Le premier vise Issa Tchiroma Bakary. L'homme pour qui Anicet Ekane a dénoncé la victoire volée et payé de sa liberté et de sa vie a publié le programme des obsèques organisées par le fils aîné, avec des membres du gouvernement parmi les invités, au moment précis où la famille, le parti et les alliés politiques du défunt boycottent la cérémonie.
Depuis l'arrestation d'Ekane le 24 octobre 2025, Tchiroma avait cessé de répondre aux appels de ses camarades emprisonnés. Les prisonniers ont appris bien après seulement qu'il était en exil. Ce silence pouvait s'expliquer.
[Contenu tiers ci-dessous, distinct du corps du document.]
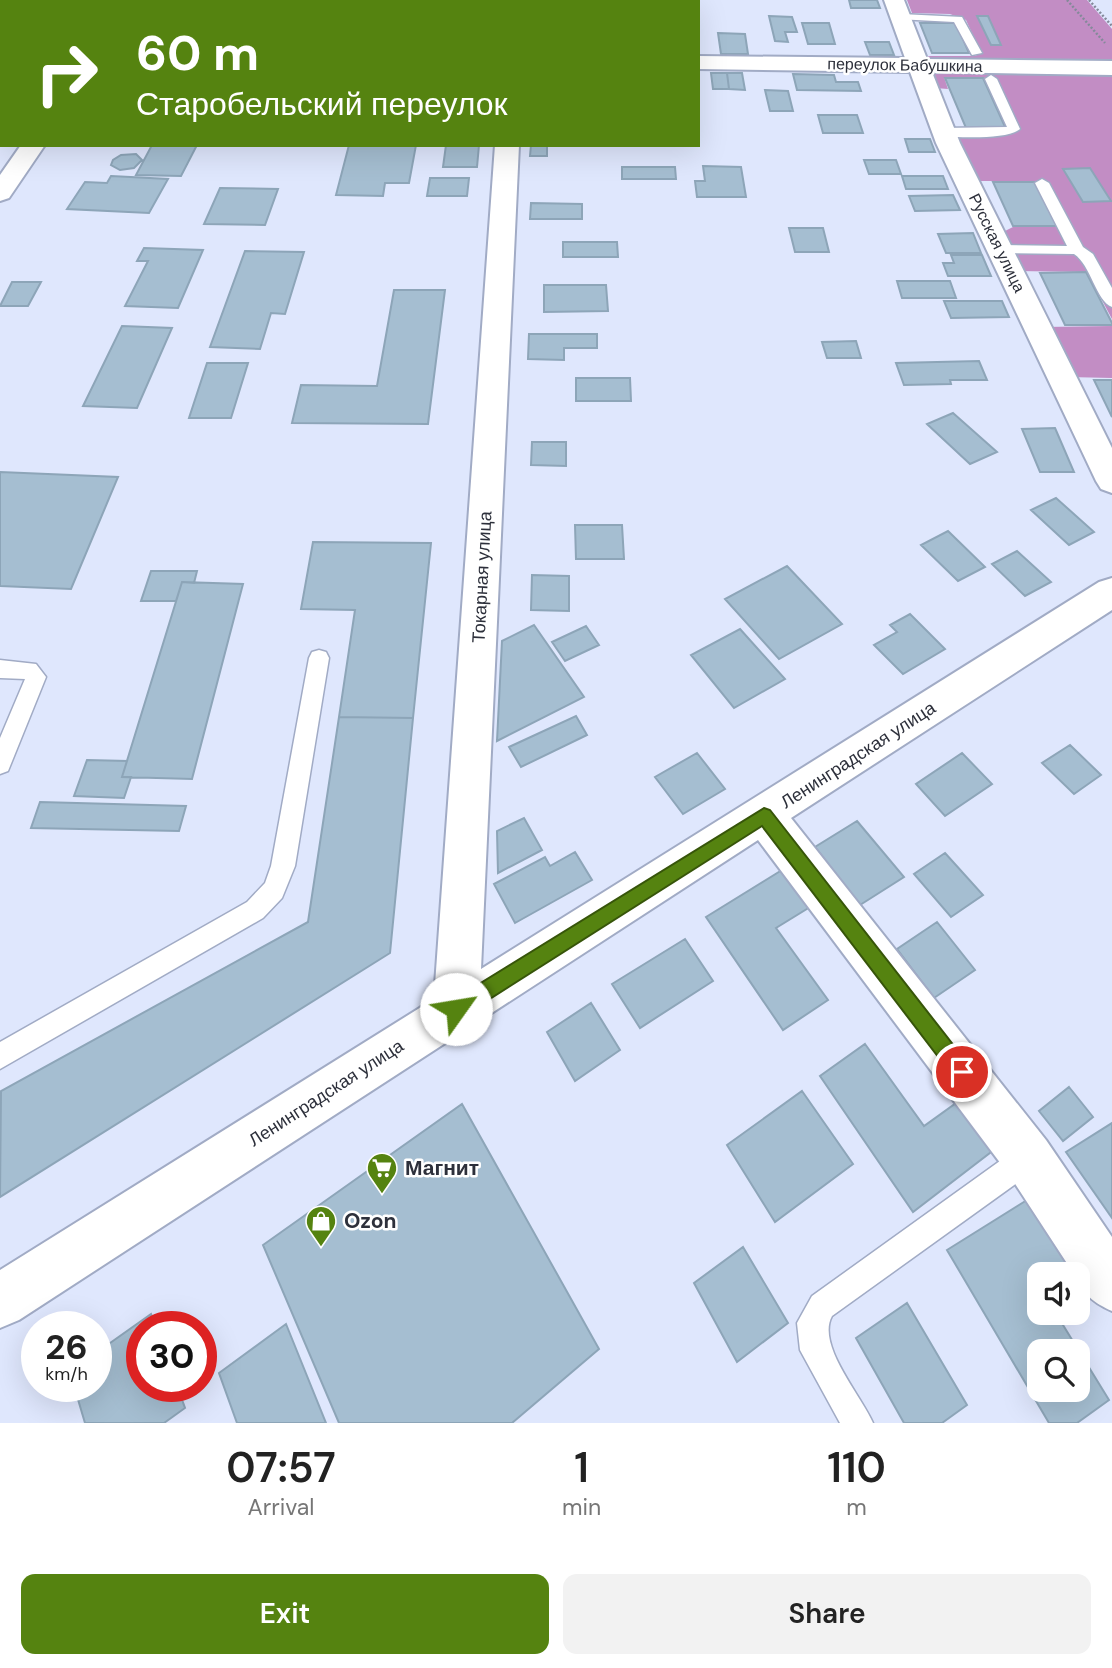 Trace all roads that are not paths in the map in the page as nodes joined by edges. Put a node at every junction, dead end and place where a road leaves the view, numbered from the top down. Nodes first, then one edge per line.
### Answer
1 (898, 9) edge
2 (976, 53) dead end
3 (700, 62) edge
4 (918, 66) junction
5 (1112, 68) edge
6 (991, 79) dead end
7 (943, 132) junction
8 (32, 147) edge
9 (507, 147) edge
10 (1042, 183) dead end
11 (0, 193) edge
12 (999, 249) junction
13 (1077, 250) junction
14 (1105, 276) edge
15 (1112, 302) edge
16 (1112, 481) edge
17 (1112, 592) edge
18 (319, 658) dead end
19 (0, 670) edge
20 (0, 764) edge
21 (764, 816) junction
22 (456, 1009) junction
23 (0, 1056) edge
24 (1028, 1158) junction
25 (1112, 1284) edge
26 (0, 1301) edge
27 (857, 1423) edge

1 - 2 lane
1 - 4 street, Русская улица
3 - 4 street, переулок Бабушкина
4 - 5 street, переулок Бабушкина
4 - 7 street, Русская улица
6 - 7 lane
7 - 12 street, Русская улица
8 - 11 street
9 - 22 street, Токарная улица
10 - 13 lane
12 - 13 lane
12 - 16 street, Русская улица
13 - 14 lane
14 - 15 lane
17 - 21 street, Ленинградская улица
18 - 23 lane
19 - 20 lane
21 - 22 street, Ленинградская улица
21 - 24 street
22 - 26 street, Ленинградская улица
24 - 25 street
24 - 27 lane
Ce qu'il fait aujourd'hui ne s'explique plus de la même manière. Le MANIDEM prononce la rupture définitive. Il a raison.
Le second vise Djeukam Tchameni. Arrêté le même jour qu'Anicet Ekane, dans les mêmes circonstances, pour les mêmes chefs d'accusation, Djeukam Tchameni a partagé la détention avec son camarade.
Mais depuis sa cellule, il n'a jamais attaqué le régime qui l'emprisonne. Il a en revanche participé activement au Kamto bashing, ciblant l'allié naturel du camp dans lequel il prétend militer.
Il a été le premier à proposer un gouvernement de transition, formule classiquement utilisée pour offrir une sortie honorable à un régime contesté. Le schéma est connu. Quand un prisonnier politique cesse d'attaquer ses geôliers et commence à attaquer ses propres alliés depuis sa cellule, la question de qui lui a ouvert un espace de communication et dans quel but se pose d'elle-même.
Face à ces deux attitudes, une troisième s'impose comme référence. Le MRC de Maurice Kamto a annoncé le 5 mai 2026 qu'il ne participerait pas aux obsèques, par solidarité avec le MANIDEM et la famille d'Anicet Ekane. Trois paragraphes sobres. Pas un mot de trop. Pas une polémique. La loyauté n'a pas besoin de bruit pour exister.
Dans cette séquence, chacun a montré qui il est vraiment. Tchiroma choisit le camp d'en face. Djeukam Tchameni travaille l'héritage de l'intérieur. Kamto reste fidèle à sa parole.
Le MANIDEM est affaibli. Il est vulnérable. Mais un parti qui sait encore nommer ses ennemis avec précision n'est pas encore mort.